TASK OBJECTIVE: Whenever the word "Burningham" turns up in a line of the data below, copy that line.

INPUT MATERIAL:
____________

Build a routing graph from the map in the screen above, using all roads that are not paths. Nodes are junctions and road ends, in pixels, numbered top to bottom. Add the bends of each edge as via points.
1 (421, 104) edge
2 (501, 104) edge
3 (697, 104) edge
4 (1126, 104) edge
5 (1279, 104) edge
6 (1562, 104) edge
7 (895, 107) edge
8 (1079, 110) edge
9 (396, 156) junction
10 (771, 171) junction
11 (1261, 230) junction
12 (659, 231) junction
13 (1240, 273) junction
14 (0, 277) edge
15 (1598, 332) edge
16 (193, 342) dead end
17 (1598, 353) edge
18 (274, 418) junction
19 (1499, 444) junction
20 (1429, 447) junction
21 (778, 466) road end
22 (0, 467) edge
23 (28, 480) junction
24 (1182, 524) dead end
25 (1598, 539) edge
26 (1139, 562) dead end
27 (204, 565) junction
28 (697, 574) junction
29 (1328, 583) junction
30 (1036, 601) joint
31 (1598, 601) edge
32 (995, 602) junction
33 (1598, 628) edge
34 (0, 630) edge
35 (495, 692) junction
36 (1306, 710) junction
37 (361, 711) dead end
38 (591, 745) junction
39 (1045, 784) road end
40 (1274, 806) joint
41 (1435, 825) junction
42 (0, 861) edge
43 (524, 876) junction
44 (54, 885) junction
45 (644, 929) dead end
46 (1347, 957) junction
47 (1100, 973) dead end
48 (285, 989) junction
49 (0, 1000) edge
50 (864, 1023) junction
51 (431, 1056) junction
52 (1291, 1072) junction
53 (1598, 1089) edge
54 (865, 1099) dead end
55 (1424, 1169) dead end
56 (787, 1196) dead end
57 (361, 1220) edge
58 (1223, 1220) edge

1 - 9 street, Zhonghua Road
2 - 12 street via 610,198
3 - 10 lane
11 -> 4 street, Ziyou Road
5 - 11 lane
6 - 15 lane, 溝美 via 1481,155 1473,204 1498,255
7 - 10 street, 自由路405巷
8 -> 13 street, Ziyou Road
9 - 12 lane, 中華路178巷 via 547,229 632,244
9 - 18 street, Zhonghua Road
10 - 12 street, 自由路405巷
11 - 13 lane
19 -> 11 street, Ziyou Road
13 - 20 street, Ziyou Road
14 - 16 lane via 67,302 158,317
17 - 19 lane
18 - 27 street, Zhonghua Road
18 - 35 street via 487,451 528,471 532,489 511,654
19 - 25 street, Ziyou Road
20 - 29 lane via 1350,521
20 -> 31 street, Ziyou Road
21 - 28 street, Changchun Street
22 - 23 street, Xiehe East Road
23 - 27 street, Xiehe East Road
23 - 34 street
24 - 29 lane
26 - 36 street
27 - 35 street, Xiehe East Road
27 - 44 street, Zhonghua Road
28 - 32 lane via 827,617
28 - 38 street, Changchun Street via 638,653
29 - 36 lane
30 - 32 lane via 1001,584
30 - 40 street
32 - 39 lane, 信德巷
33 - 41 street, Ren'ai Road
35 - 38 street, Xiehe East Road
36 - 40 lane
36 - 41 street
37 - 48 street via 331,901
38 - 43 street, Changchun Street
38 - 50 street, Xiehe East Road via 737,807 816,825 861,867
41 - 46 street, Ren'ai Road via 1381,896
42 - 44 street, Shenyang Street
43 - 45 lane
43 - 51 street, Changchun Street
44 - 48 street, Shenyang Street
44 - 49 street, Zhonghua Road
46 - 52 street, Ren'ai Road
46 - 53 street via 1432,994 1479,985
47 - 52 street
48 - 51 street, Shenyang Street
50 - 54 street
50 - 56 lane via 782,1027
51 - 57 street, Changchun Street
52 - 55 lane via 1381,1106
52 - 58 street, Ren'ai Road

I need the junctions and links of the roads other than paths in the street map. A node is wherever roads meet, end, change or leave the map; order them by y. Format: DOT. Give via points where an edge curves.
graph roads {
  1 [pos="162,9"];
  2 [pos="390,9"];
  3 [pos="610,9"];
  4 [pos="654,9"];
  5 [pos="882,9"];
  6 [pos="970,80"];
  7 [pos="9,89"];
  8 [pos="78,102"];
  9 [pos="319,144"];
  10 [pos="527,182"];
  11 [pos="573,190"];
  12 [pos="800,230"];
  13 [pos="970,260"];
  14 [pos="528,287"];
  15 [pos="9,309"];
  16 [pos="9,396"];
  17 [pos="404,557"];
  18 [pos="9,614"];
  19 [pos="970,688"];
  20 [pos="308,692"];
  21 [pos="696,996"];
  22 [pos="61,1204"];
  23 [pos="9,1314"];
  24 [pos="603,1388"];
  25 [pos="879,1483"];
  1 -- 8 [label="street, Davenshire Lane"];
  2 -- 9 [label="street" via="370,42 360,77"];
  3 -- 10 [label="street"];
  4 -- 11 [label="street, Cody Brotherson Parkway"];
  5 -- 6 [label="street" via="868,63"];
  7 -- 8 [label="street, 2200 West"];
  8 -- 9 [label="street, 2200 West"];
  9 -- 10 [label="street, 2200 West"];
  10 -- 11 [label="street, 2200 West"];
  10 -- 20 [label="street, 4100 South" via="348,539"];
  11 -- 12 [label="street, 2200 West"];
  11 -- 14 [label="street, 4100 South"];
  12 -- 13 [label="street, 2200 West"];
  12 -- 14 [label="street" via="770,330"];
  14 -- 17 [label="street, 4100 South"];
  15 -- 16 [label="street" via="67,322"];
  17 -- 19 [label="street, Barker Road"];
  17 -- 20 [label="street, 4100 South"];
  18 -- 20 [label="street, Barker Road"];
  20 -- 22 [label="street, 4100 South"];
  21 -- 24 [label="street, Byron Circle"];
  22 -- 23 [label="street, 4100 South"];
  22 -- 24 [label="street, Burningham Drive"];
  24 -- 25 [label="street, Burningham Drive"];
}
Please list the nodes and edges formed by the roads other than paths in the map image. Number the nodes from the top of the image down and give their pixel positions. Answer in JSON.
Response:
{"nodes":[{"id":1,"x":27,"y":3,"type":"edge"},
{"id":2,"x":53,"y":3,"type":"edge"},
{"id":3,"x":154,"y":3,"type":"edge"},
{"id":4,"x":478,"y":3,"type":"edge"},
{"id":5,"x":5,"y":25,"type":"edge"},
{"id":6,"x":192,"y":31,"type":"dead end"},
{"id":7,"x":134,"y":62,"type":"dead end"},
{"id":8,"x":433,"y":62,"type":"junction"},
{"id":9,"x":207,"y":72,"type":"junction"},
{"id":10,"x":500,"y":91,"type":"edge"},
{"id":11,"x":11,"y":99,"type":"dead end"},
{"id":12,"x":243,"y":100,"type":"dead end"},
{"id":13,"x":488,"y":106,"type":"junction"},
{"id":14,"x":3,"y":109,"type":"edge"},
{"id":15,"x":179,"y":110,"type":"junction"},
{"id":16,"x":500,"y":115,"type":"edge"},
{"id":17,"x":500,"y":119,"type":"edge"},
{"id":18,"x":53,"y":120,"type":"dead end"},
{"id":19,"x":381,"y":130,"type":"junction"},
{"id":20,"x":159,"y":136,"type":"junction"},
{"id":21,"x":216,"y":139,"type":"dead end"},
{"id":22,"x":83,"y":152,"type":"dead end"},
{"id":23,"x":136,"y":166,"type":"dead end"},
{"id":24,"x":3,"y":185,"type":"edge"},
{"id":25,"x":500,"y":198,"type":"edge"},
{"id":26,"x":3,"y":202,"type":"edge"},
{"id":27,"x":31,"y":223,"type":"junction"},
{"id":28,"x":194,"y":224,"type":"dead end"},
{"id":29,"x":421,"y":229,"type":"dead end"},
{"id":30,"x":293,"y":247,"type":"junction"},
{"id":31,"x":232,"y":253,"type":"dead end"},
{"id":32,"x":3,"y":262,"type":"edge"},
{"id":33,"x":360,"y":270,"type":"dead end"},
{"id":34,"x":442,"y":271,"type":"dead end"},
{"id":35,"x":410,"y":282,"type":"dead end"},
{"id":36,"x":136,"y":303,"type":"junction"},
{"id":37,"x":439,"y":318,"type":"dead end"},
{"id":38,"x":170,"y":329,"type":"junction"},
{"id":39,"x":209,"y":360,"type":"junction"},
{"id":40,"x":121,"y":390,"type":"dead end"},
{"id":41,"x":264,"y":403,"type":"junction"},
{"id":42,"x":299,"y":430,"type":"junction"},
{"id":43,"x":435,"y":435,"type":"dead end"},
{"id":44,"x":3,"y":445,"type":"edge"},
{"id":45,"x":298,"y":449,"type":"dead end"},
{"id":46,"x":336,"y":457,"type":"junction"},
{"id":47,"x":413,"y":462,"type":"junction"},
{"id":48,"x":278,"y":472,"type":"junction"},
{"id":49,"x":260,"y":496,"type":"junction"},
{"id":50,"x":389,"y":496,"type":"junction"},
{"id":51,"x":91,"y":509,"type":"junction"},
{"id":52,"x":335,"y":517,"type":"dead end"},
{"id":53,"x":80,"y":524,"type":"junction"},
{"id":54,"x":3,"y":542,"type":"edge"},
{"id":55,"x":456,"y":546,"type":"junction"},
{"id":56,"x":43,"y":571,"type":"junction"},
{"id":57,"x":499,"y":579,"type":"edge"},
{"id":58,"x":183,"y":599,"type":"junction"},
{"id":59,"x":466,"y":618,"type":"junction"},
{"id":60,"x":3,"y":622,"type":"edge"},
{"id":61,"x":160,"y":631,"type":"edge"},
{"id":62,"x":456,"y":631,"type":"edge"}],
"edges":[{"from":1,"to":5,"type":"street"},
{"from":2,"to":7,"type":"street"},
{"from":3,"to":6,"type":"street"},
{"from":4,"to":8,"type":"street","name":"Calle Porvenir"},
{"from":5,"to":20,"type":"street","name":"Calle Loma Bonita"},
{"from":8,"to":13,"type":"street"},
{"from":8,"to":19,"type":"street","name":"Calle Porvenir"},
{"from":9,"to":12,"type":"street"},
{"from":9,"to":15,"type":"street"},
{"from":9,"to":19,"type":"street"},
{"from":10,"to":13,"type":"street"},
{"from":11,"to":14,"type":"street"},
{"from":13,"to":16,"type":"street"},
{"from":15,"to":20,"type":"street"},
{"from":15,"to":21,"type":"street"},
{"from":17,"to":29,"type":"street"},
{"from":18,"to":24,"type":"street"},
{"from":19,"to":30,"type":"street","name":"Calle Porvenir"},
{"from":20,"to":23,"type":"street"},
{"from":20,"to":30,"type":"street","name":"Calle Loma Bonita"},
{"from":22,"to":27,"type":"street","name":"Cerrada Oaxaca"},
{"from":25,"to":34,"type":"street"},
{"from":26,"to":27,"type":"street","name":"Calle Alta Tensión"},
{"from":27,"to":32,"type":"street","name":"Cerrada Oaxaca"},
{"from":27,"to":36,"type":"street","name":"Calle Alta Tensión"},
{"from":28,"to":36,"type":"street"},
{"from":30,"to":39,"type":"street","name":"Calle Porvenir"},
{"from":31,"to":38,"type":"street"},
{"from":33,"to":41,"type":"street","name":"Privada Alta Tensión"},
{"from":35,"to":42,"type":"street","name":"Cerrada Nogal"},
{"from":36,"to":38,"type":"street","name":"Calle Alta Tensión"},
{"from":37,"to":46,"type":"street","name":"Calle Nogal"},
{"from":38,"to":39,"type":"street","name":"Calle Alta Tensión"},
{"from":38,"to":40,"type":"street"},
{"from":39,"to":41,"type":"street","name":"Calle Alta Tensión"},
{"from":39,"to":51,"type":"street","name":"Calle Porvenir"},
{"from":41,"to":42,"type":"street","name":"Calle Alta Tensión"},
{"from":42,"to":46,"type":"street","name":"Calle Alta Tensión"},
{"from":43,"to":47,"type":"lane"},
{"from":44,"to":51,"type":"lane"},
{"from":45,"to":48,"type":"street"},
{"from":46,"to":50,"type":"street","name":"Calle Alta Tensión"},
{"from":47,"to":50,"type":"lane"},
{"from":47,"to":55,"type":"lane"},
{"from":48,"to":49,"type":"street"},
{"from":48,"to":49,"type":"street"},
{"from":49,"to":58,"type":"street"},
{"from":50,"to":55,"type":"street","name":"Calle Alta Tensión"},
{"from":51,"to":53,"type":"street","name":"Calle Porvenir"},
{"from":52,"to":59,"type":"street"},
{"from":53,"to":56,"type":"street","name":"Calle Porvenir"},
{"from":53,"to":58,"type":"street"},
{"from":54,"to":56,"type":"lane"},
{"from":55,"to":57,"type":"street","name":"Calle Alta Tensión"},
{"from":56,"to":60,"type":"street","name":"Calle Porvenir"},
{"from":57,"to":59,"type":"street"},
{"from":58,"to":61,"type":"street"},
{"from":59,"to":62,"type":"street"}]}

____________

YOUR RESPONSE:
  22 -- 24 [label="street, Burningham Drive"];
  24 -- 25 [label="street, Burningham Drive"];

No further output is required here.